EXERCISE DESCRIPTION -
Print word for word the first line of the records below and every following line through the one containing "I need the junctions"; print nothing else.

Saved entries:
####
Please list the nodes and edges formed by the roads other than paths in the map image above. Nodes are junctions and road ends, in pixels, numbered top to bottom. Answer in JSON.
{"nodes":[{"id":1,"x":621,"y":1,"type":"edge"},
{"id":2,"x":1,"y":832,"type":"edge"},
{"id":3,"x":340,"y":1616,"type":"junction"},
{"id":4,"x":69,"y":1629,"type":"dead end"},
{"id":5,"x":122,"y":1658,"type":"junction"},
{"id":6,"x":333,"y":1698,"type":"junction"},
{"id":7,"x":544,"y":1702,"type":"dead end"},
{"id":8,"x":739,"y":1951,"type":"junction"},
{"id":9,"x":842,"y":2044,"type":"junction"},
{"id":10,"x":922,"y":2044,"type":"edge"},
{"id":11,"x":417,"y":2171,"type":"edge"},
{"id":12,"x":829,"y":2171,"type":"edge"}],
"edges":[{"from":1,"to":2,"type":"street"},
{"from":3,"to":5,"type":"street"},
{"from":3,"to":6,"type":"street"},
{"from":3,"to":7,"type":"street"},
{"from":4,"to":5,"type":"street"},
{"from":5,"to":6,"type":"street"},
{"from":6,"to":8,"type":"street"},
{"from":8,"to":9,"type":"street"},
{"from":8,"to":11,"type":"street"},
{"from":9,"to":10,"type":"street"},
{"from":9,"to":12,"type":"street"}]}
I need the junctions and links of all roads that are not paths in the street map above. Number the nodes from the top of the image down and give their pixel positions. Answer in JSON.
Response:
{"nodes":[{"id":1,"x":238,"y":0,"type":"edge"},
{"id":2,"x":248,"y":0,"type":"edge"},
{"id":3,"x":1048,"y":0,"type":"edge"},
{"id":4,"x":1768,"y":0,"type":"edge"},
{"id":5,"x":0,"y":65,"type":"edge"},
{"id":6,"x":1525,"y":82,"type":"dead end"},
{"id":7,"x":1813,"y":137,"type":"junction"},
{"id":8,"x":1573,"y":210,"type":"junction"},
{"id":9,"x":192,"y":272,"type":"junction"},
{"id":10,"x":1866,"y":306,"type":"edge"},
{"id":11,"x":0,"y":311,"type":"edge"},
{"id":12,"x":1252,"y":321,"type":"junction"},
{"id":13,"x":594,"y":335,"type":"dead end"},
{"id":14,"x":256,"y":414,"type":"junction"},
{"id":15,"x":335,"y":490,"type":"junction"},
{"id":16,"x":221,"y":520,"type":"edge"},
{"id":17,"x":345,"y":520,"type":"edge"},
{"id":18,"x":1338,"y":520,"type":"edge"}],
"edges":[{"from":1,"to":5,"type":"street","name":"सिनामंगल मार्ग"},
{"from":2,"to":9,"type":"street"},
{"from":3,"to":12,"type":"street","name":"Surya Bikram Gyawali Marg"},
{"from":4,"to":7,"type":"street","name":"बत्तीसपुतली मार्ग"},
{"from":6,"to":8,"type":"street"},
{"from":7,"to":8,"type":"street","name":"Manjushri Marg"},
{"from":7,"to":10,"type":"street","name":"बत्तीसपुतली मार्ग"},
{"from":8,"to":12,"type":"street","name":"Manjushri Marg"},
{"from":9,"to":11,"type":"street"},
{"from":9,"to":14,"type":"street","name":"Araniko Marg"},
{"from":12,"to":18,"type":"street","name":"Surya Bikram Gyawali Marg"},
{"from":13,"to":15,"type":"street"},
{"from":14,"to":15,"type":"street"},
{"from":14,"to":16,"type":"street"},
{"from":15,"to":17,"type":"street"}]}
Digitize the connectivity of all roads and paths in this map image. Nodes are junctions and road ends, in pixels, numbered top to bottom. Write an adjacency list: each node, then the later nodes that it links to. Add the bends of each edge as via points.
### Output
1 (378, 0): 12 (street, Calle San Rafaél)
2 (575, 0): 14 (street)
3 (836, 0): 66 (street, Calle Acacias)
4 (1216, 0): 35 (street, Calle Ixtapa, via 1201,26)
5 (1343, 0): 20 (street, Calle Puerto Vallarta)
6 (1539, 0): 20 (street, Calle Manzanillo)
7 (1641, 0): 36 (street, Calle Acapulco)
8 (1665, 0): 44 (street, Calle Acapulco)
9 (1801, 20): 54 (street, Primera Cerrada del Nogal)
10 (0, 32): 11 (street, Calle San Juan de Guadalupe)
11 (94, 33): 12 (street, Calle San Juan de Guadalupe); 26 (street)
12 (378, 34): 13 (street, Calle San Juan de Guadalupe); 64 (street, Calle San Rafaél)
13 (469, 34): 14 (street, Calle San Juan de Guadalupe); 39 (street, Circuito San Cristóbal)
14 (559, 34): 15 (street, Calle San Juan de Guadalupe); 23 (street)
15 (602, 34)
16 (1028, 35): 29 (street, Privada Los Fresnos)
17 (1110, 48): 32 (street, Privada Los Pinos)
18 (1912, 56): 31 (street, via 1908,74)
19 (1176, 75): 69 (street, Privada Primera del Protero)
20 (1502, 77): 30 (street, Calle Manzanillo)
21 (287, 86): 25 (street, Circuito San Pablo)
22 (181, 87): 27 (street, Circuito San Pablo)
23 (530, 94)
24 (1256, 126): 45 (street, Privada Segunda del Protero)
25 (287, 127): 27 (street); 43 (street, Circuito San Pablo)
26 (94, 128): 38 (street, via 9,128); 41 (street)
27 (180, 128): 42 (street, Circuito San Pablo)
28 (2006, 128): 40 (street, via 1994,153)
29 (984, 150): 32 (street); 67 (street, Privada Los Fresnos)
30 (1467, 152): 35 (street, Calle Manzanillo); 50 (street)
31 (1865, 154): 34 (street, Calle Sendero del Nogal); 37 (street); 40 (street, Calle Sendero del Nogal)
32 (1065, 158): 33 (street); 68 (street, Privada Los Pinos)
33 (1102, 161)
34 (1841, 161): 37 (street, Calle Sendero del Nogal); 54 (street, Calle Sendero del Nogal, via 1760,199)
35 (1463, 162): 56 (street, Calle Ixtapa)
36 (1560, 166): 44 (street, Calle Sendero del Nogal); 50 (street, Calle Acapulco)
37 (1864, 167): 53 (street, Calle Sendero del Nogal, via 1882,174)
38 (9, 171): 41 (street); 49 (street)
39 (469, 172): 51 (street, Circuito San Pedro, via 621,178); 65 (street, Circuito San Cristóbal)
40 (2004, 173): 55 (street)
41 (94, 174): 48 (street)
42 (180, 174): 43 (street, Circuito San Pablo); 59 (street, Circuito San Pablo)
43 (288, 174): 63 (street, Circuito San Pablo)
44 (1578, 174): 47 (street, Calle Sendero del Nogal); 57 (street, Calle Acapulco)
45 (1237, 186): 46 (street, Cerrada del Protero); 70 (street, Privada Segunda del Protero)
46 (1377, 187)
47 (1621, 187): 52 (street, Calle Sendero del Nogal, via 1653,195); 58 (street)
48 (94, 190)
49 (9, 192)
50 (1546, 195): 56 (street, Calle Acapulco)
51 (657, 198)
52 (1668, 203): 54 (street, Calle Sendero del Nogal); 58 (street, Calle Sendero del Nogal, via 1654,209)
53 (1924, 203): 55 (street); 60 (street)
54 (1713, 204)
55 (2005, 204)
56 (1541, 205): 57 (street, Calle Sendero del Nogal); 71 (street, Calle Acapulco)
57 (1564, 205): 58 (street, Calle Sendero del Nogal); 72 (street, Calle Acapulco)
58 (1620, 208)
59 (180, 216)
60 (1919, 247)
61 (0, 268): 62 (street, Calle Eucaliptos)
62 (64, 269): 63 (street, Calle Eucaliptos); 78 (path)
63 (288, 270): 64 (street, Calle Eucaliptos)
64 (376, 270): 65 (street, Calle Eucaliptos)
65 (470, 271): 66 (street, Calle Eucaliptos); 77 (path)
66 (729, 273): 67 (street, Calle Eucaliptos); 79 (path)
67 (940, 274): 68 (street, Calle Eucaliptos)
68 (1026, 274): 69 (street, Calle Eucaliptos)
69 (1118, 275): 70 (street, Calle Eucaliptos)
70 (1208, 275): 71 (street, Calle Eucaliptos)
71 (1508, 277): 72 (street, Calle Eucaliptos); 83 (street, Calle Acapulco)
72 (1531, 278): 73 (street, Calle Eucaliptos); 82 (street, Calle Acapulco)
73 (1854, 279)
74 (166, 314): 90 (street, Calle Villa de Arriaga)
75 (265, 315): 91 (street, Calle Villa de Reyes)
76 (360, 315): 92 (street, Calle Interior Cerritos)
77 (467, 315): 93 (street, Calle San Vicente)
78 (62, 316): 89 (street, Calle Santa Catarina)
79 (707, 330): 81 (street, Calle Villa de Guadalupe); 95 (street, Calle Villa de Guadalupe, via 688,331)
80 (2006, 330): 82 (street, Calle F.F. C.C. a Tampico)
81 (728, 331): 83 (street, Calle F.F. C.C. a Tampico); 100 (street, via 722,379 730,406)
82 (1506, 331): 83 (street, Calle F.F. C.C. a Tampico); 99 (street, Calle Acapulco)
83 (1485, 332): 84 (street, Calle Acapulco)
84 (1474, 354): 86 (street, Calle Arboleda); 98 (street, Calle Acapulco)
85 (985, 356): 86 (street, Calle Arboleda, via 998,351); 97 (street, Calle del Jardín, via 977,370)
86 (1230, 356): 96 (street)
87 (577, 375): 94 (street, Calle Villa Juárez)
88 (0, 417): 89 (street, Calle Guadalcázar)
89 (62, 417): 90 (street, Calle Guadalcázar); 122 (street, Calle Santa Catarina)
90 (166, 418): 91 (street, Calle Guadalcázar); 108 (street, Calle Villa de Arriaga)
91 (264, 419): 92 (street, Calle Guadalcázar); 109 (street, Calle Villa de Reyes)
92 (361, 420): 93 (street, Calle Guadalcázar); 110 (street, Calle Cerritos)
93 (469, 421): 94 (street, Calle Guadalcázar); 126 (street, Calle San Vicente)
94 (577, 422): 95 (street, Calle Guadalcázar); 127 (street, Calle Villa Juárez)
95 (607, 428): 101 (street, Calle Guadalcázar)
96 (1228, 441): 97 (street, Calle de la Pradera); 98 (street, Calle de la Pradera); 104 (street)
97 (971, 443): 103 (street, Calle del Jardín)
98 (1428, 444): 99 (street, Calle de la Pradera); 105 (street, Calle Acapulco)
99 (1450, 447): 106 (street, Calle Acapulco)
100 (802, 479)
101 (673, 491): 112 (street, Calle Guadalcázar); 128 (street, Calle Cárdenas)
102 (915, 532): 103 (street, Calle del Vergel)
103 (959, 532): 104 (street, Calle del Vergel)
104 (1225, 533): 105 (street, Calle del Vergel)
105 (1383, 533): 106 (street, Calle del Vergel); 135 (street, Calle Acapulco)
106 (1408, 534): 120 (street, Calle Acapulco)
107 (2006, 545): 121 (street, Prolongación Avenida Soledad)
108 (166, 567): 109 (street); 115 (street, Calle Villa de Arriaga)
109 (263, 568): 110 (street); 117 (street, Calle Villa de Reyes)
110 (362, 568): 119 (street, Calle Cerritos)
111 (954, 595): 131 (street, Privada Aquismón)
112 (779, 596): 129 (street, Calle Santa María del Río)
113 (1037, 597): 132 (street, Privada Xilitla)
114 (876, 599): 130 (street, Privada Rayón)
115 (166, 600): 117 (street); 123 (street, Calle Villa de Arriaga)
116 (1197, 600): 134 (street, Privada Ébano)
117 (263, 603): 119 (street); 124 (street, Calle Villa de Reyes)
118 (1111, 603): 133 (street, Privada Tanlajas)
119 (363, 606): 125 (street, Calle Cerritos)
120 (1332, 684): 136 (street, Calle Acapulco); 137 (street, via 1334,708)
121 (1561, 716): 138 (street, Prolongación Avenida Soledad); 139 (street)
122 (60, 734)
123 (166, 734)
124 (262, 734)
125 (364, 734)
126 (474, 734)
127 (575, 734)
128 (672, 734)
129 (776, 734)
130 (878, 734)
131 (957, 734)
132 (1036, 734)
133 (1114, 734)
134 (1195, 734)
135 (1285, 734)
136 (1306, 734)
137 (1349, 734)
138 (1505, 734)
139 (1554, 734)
####
TASK RESULT -
Please list the nodes and edges formed by the roads other than paths in the map image above. Nodes are junctions and road ends, in pixels, numbered top to bottom. Answer in JSON.
{"nodes":[{"id":1,"x":621,"y":1,"type":"edge"},
{"id":2,"x":1,"y":832,"type":"edge"},
{"id":3,"x":340,"y":1616,"type":"junction"},
{"id":4,"x":69,"y":1629,"type":"dead end"},
{"id":5,"x":122,"y":1658,"type":"junction"},
{"id":6,"x":333,"y":1698,"type":"junction"},
{"id":7,"x":544,"y":1702,"type":"dead end"},
{"id":8,"x":739,"y":1951,"type":"junction"},
{"id":9,"x":842,"y":2044,"type":"junction"},
{"id":10,"x":922,"y":2044,"type":"edge"},
{"id":11,"x":417,"y":2171,"type":"edge"},
{"id":12,"x":829,"y":2171,"type":"edge"}],
"edges":[{"from":1,"to":2,"type":"street"},
{"from":3,"to":5,"type":"street"},
{"from":3,"to":6,"type":"street"},
{"from":3,"to":7,"type":"street"},
{"from":4,"to":5,"type":"street"},
{"from":5,"to":6,"type":"street"},
{"from":6,"to":8,"type":"street"},
{"from":8,"to":9,"type":"street"},
{"from":8,"to":11,"type":"street"},
{"from":9,"to":10,"type":"street"},
{"from":9,"to":12,"type":"street"}]}
I need the junctions and links of all roads that are not paths in the street map above. Number the nodes from the top of the image down and give their pixel positions. Answer in JSON.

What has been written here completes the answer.